57) It is observed from the table above, that during the UPSI period, on May 25, 2021, 3500 shares were purchased in the scrip of Lux from the trading account of the Entity no. 12, cumulating to a total buy value of ₹80,06,172. I further note that the Entity no. 11 squared off a significant quantity of these shares at a total sell value of ₹1,01,54,475 within 6 trading days from the date of corporate announcement made by the Company when the UPSI became public (May 25, 2021) and as a result of such sale, a profit of ₹21,48,303 was generated. It is pertinent to reiterate here that the Entity no. 12 had placed the buy orders in his trading account on May 25, 2021 during 09:15:04 to 13:54:36 hrs i.e., on the same day prior to the announcement made by the Company at 17:29:57(after the market hrs.) on May 25, 2021. Like many other Entities discussed earlier, the Entity no. 12 has also never traded in the past in the scrip of Lux. It is also interesting to note that after having bought 3500 shares during the UPSI period, the Entity no. 12 did not ever think of buying shares of Lux any further apart from making a meagre purchase of 200 shares of Lux on June 11, 2021 which he sold on the same day itself. In view of the aforesaid close family connection and telephonic interactions with the Entity no. 9 that has prima facie rendered the Entity no. 12 an insider and his peculiar and abnormal trading pattern especially vis-à-vis the scrip of Lux as highlighted above, it leads to an inescapable observation that the sudden unusual exuberance shown by the Entity no. 12 to trade in the scrip of the Company during the UPSI period which does not reflect his usual trading pattern can be primarily attributable to the possession of UPSI by him. Accordingly, the unlawful gains made by him by trading in the scrip of Lux during the UPSI period apparently while in possession of UPSI are indicated below:

Figure 5 Shubham Somani

 

58) With regard to the relationship between the Entity nos. 12 and 13, I note that the Entity no. 13 is a son of the Entity no. 12 and therefore falls in the category of immediate relative and thus, the Entity no. 13 becomes the cousin of the Entity no. 9. It is observed from the CDRs that the Entity no. 12 has also been talking over phone with the Entity no. 13 during the UPSI period. From the said telephonic calls it is also found out that the Entity no. 13, had received a call from the Entity no. 12 at 09:41:56 hrs. on May 24, 2021 and on the next day, the Entity no. 13 has been seen to have bought shares of Lux (on May 25, 2021).
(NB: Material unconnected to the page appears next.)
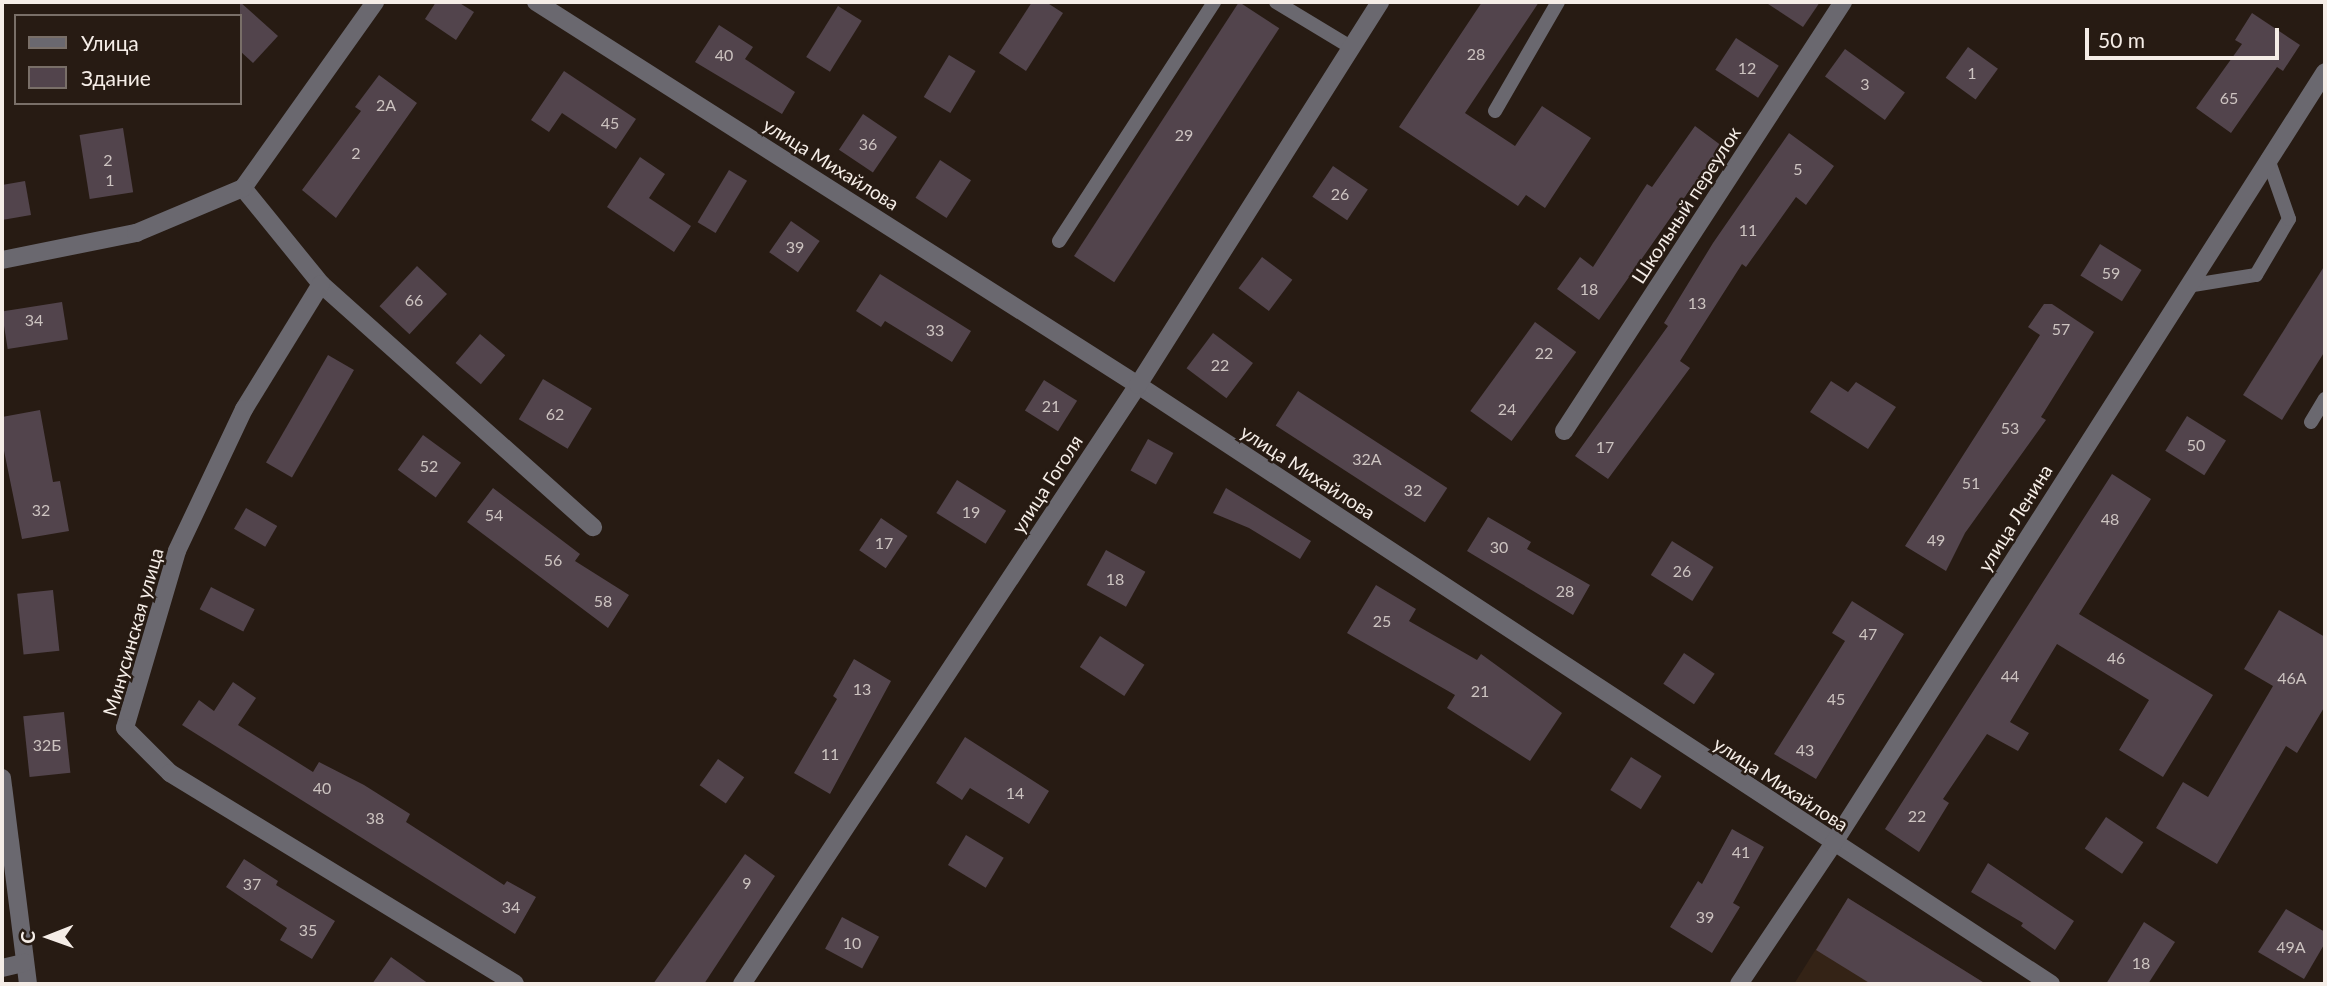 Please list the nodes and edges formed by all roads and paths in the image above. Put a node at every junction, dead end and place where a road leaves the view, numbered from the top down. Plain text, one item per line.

59) Based on the aforesaid close connection (blood relationship) between the Entity nos. 12 and 13, in my view it is sufficient to infer a strong, prima-facie case of communication of UPSI from the Entity no. 12 to the Entity no. 13 during the UPSI period, which inevitably makes the Entity no. 13 an insider as well, in terms of regulation 2 (1) (g) of the PIT Regulations, 2015.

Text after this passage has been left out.